» ABOUT THIS EXERCISE
Copy out all lines from the material that contain the string "bends".

» LISTED RECORDS
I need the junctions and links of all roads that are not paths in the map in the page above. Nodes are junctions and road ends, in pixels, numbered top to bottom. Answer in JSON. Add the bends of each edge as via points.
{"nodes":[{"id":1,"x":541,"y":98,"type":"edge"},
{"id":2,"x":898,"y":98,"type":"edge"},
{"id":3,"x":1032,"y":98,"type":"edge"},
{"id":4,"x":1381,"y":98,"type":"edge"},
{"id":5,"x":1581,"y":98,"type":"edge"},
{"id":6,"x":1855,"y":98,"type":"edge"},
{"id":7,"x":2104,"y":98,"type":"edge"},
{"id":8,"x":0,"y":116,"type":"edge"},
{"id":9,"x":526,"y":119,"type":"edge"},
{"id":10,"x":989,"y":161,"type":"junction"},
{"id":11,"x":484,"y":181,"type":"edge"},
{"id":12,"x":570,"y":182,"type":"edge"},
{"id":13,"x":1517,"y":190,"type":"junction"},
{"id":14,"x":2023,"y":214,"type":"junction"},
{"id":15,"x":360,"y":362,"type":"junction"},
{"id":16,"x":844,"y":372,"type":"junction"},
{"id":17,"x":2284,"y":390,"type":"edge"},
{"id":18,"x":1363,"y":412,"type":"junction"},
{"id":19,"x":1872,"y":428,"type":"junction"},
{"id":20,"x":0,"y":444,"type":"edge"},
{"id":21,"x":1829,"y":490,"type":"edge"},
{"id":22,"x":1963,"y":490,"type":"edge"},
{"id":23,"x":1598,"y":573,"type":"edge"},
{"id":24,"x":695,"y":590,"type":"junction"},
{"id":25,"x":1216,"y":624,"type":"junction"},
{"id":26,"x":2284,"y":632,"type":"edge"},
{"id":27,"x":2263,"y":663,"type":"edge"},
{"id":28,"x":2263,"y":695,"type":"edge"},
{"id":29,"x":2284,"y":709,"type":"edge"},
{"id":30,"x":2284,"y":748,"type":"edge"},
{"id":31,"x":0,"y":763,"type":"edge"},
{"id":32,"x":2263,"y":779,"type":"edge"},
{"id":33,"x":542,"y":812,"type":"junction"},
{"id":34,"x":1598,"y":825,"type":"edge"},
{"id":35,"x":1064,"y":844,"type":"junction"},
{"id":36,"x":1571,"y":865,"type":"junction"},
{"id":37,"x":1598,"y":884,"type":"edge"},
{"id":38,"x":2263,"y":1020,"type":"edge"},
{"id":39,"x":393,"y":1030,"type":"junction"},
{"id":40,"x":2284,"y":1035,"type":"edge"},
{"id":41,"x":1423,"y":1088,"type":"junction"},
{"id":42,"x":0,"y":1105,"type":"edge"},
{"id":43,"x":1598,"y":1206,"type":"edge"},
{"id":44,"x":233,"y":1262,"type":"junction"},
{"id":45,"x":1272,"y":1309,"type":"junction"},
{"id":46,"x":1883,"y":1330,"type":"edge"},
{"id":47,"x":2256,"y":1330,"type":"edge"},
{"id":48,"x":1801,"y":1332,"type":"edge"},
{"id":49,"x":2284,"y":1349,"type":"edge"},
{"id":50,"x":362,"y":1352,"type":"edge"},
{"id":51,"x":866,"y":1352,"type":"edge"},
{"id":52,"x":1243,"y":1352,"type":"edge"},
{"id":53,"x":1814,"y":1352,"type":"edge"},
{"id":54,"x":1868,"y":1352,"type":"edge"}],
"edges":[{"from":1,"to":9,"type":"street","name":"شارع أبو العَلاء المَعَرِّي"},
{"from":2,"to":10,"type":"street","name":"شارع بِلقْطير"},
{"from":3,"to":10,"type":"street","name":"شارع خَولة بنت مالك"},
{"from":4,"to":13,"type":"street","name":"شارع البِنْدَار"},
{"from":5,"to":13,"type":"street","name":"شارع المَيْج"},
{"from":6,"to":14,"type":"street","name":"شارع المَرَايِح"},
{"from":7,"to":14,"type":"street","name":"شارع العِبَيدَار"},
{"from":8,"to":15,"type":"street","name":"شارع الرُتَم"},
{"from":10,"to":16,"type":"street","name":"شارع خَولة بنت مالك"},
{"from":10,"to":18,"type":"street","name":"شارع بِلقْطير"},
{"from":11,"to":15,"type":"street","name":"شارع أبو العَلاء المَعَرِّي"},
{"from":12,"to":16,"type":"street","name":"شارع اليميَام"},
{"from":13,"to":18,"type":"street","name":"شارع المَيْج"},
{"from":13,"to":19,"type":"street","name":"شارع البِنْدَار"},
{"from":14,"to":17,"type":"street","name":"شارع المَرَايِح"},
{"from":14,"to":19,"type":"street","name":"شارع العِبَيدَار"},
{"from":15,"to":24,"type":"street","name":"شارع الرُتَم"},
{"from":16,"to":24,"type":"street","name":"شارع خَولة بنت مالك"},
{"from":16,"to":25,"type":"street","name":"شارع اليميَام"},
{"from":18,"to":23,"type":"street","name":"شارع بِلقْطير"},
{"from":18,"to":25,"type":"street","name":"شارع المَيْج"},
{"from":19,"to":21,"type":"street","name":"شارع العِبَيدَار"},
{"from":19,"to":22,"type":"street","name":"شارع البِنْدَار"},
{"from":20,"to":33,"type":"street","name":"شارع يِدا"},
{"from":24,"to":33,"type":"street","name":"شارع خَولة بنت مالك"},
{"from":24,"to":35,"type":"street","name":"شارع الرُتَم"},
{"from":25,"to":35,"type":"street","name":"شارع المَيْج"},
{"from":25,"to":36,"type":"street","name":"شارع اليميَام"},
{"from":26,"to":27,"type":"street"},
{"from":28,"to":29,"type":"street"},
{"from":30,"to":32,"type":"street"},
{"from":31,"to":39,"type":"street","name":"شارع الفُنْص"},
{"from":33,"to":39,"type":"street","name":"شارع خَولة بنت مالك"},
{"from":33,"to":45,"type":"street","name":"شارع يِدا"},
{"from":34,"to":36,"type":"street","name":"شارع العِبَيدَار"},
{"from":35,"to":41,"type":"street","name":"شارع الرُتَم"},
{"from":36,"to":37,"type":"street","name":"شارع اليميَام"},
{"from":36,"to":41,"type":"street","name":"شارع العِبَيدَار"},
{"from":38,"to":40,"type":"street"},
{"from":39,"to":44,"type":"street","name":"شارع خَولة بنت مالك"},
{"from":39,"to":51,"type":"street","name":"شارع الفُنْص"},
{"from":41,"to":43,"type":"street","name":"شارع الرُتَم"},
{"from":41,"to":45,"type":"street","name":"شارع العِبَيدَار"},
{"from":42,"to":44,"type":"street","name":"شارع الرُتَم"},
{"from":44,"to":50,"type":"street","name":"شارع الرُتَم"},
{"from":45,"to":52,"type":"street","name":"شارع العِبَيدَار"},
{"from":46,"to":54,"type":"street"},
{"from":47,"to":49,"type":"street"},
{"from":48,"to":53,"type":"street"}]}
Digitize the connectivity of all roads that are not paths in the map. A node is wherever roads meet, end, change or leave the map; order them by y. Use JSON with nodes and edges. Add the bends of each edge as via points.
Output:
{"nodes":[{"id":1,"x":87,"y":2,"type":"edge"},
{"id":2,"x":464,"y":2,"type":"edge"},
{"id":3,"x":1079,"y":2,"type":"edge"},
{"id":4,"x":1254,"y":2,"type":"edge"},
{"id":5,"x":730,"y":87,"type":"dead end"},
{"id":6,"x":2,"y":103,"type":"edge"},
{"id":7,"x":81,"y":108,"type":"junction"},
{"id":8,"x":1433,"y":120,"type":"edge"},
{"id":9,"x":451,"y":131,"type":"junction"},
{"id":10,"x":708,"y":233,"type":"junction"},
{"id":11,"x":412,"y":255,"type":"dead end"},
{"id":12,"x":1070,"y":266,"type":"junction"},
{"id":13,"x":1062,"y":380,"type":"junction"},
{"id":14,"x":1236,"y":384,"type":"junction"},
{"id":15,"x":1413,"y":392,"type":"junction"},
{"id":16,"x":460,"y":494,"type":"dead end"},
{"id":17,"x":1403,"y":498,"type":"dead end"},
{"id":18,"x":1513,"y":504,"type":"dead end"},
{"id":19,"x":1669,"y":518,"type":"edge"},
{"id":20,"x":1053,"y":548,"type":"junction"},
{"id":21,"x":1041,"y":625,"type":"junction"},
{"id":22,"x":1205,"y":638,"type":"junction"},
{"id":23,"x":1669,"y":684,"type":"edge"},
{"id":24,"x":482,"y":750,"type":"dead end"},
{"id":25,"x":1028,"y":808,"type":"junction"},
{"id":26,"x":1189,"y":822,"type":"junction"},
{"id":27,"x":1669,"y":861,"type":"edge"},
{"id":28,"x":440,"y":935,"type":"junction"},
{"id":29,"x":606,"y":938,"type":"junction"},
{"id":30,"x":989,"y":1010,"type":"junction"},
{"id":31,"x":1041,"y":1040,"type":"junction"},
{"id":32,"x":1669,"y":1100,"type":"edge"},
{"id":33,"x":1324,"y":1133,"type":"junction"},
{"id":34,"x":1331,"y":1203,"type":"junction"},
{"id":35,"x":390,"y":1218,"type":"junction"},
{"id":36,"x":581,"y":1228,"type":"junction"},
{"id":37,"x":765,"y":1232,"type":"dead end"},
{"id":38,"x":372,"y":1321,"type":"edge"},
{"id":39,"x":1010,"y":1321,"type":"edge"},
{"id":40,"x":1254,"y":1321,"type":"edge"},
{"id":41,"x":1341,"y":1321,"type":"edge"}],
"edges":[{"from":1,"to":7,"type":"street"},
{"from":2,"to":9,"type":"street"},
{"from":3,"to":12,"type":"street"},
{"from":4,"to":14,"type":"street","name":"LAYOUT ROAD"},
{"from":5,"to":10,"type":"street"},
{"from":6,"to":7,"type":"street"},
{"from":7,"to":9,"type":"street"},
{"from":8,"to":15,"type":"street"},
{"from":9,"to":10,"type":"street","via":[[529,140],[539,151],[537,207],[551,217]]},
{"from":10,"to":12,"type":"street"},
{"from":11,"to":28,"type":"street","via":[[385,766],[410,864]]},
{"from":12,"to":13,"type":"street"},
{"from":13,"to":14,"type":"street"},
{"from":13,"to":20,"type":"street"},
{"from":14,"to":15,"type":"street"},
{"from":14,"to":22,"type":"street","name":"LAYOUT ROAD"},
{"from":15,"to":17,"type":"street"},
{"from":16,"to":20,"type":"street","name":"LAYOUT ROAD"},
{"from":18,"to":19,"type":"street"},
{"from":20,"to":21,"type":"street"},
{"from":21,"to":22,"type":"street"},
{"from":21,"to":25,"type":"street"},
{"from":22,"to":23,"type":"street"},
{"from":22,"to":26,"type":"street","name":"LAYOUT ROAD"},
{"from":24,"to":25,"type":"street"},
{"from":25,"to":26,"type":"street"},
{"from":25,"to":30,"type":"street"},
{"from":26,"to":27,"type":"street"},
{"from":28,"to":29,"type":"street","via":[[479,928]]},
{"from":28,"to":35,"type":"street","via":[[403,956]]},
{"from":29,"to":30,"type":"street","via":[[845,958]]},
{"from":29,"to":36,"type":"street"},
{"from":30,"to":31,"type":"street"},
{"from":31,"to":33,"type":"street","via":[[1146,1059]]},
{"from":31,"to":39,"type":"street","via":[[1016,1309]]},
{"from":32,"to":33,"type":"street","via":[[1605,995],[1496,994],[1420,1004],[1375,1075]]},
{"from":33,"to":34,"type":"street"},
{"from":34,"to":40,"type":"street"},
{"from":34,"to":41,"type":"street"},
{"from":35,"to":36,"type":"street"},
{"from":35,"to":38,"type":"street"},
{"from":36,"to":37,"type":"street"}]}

» RESULT OF THE TASK
I need the junctions and links of all roads that are not paths in the map in the page above. Nodes are junctions and road ends, in pixels, numbered top to bottom. Answer in JSON. Add the bends of each edge as via points.
Digitize the connectivity of all roads that are not paths in the map. A node is wherever roads meet, end, change or leave the map; order them by y. Use JSON with nodes and edges. Add the bends of each edge as via points.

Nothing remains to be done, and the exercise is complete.